Malgré cette légèreté bienfaisante, l’omniprésence de la mort plane sur le film. Celle du père premièrement, point de départ de toute l’aventure, un homme que l’on ne verra jamais, même pas en photo mais qui apparaît comme l’architecte de cette rencontre fraternelle. Il était « pitoyable mais gentil » selon les dires de Sachi. Koreeda nous apprend que la mort des proches fait partie de la vie, on la célèbre comme un événement. C’est une chose triste et destructrice mais le maître la rend calme et douce, une occasion terrible de reconstruire sa vie. La saisonnalité est une chose très forte dans le film, cela lui donne un rythme et fait avancer l’histoire.

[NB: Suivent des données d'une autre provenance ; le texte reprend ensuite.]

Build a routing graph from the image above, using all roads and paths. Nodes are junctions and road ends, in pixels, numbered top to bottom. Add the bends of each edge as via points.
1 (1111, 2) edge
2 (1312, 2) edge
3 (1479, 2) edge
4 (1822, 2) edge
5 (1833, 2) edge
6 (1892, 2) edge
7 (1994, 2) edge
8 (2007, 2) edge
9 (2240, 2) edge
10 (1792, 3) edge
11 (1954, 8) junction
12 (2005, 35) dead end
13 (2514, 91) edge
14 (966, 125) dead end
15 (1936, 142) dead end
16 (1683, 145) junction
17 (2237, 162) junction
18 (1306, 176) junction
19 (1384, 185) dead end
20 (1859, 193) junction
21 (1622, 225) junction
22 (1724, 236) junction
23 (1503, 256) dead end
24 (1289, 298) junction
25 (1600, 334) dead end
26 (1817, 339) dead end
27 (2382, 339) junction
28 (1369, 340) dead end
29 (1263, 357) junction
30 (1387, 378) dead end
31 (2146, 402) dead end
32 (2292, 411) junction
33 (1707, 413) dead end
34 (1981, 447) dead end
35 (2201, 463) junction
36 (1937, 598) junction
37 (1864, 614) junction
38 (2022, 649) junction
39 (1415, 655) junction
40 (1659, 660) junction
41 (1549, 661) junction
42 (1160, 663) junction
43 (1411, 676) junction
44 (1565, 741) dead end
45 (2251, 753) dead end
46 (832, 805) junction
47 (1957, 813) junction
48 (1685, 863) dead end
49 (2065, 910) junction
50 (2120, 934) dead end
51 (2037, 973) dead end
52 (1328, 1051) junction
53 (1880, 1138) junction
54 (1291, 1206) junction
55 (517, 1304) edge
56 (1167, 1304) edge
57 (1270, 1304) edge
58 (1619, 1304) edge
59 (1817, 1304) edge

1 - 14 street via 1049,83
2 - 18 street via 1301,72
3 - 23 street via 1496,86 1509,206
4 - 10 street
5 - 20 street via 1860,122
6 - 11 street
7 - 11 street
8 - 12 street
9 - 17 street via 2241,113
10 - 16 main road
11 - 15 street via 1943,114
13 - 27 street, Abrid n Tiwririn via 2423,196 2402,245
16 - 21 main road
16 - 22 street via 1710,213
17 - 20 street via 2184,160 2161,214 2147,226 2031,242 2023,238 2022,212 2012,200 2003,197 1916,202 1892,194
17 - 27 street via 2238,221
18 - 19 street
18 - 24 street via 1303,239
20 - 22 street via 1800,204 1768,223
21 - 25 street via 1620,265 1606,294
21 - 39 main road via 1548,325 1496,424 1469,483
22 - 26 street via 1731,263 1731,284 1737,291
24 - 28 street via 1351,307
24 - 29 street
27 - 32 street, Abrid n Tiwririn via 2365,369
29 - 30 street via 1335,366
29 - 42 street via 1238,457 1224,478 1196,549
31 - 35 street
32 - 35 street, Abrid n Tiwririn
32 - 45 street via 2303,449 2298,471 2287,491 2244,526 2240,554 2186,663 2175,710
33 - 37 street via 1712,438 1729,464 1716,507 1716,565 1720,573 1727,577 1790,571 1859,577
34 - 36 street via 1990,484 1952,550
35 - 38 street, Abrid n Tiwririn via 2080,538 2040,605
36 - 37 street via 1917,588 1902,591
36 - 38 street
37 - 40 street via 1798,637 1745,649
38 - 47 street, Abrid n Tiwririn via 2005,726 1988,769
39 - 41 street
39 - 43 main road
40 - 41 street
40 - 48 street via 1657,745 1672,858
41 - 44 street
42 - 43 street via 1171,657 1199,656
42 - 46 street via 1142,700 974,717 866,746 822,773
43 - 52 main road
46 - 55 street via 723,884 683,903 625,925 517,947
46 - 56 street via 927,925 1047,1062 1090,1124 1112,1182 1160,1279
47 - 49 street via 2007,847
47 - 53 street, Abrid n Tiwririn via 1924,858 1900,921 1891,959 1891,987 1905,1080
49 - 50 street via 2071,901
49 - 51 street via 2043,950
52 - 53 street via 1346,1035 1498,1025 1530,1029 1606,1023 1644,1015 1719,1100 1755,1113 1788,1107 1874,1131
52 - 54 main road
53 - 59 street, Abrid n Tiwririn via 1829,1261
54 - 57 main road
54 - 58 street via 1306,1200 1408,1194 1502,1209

Les japonais ont le chic pour savoir filmer ces choses avec tant de pudeur que ça en devient émouvant.  La vie est cyclique, on vit, on meurt et les erreurs commises autrefois sont en passe d’être commises de nouveau … ou pas. Notre petite soeur est également une histoire d’amour, un amour familial très fort malgré les tensions.

 

Les lieux ont une vie, ainsi la demeure familiale, grande maison traditionnelle en bois avec des portes coulissantes en papier, est un personnage à part entière. C’est le lieu de l’action, le lieu où tellement de choses se sont passées, les racines de la famille y sont figées. Puis le Japon c’est le pays des traditions à l’image de cette liqueur de prunes produites par les femmes de la famille depuis une cinquantaine d’années, une production artisanale cachée dans les lattes du plancher, prenant de l’âge et devenant meilleure. Un sujet récurrent, à l’instar des cerisiers en fleurs souvent cités. La scène où le jeune Futa emmène Suzu sur son vélo entre les allées d’arbres fleuris mérite tous les égards. Outre la maison et les filles il y a Kamakura. Les couleurs tantôt claires et vives, tantôt sombres et chaudes n’ont de cesse de magnifier la ville. Koreeda est un magicien et son adaptation est une parfaite réussite.